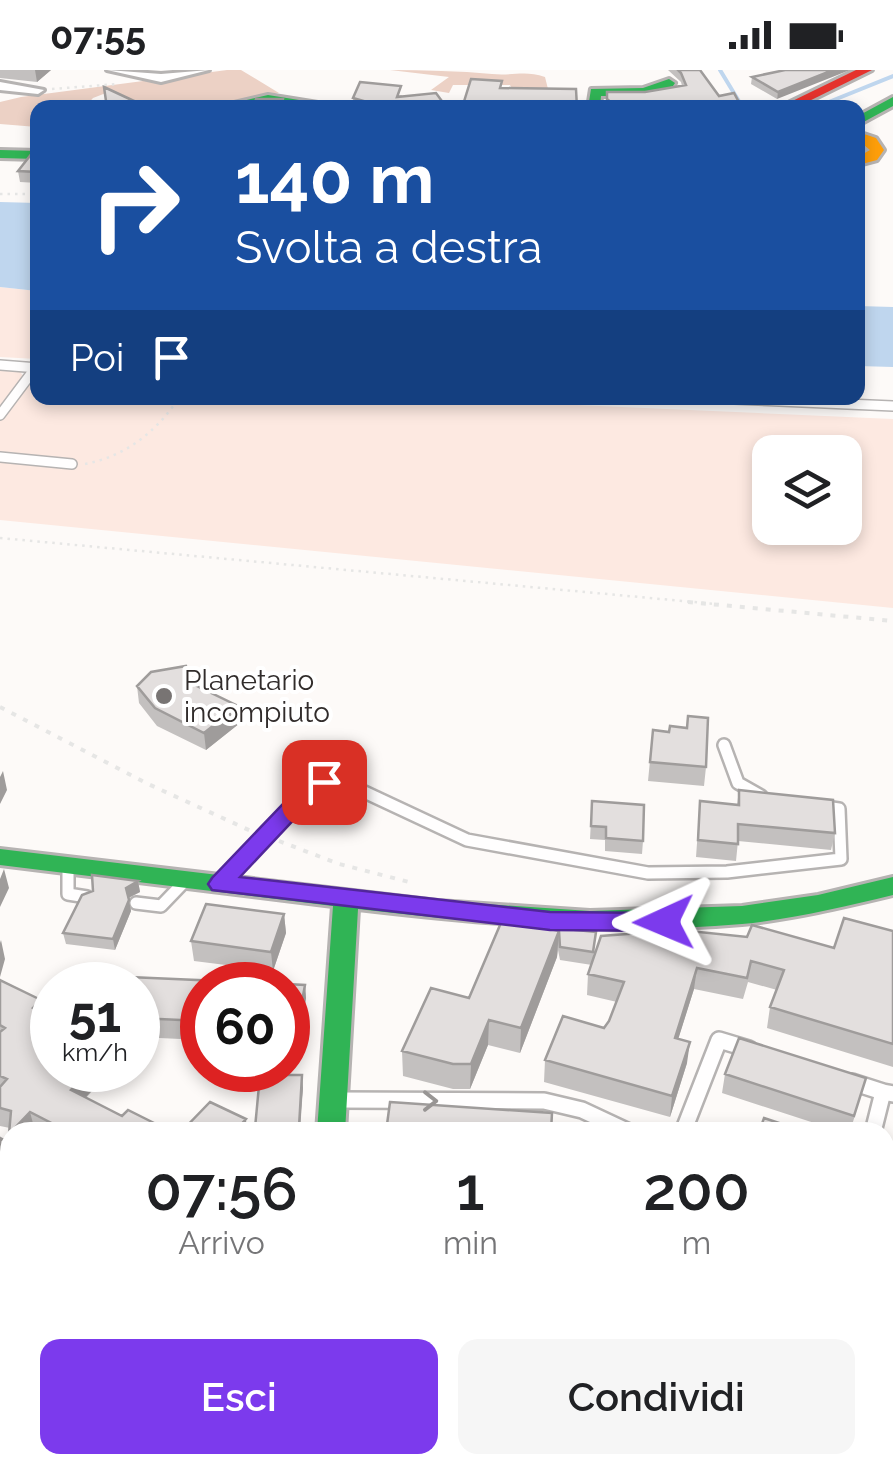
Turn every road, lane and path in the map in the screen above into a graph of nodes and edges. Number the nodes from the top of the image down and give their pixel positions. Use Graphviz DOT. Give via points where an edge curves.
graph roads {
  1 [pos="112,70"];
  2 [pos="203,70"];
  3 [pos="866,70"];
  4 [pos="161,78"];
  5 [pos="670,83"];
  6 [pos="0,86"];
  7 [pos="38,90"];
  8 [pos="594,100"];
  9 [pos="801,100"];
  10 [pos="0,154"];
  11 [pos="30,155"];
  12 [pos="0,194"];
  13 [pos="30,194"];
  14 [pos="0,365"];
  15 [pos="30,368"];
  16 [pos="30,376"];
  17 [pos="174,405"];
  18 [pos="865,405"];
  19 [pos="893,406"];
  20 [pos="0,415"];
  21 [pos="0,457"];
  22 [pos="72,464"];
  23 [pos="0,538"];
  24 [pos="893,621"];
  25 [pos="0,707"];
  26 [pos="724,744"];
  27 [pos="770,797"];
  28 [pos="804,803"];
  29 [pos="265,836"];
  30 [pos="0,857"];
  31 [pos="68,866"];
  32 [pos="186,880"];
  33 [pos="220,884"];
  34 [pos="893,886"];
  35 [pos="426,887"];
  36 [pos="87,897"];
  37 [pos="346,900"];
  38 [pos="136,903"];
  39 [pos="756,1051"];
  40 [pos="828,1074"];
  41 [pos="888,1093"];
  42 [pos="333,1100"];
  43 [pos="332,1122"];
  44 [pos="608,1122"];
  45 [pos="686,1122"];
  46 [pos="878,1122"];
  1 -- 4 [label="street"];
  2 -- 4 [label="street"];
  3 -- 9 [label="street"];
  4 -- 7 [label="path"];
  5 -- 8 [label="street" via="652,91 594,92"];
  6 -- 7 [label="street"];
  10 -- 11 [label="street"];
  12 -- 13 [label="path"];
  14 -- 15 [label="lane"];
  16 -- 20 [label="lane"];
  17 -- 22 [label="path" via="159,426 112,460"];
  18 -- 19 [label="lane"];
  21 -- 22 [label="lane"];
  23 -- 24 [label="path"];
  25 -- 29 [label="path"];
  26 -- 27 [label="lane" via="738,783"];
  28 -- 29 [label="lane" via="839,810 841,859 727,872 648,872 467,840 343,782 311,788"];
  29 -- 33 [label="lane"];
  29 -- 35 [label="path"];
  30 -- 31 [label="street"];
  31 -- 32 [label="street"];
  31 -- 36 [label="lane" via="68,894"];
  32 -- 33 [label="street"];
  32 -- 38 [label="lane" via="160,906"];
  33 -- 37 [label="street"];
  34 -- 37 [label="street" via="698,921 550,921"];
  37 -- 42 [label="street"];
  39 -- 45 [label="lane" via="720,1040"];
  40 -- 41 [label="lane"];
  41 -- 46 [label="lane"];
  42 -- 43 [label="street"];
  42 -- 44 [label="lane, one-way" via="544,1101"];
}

════════════════

When a line in the data contains the string "path", copy that line.

- **Exercise output**:
Turn every road, lane and path in the map in the screen above into a graph of nodes and edges. Number the nodes from the top of the image down and give their pixel positions. Use Graphviz DOT. Give via points where an edge curves.
  4 -- 7 [label="path"];
  12 -- 13 [label="path"];
  17 -- 22 [label="path" via="159,426 112,460"];
  23 -- 24 [label="path"];
  25 -- 29 [label="path"];
  29 -- 35 [label="path"];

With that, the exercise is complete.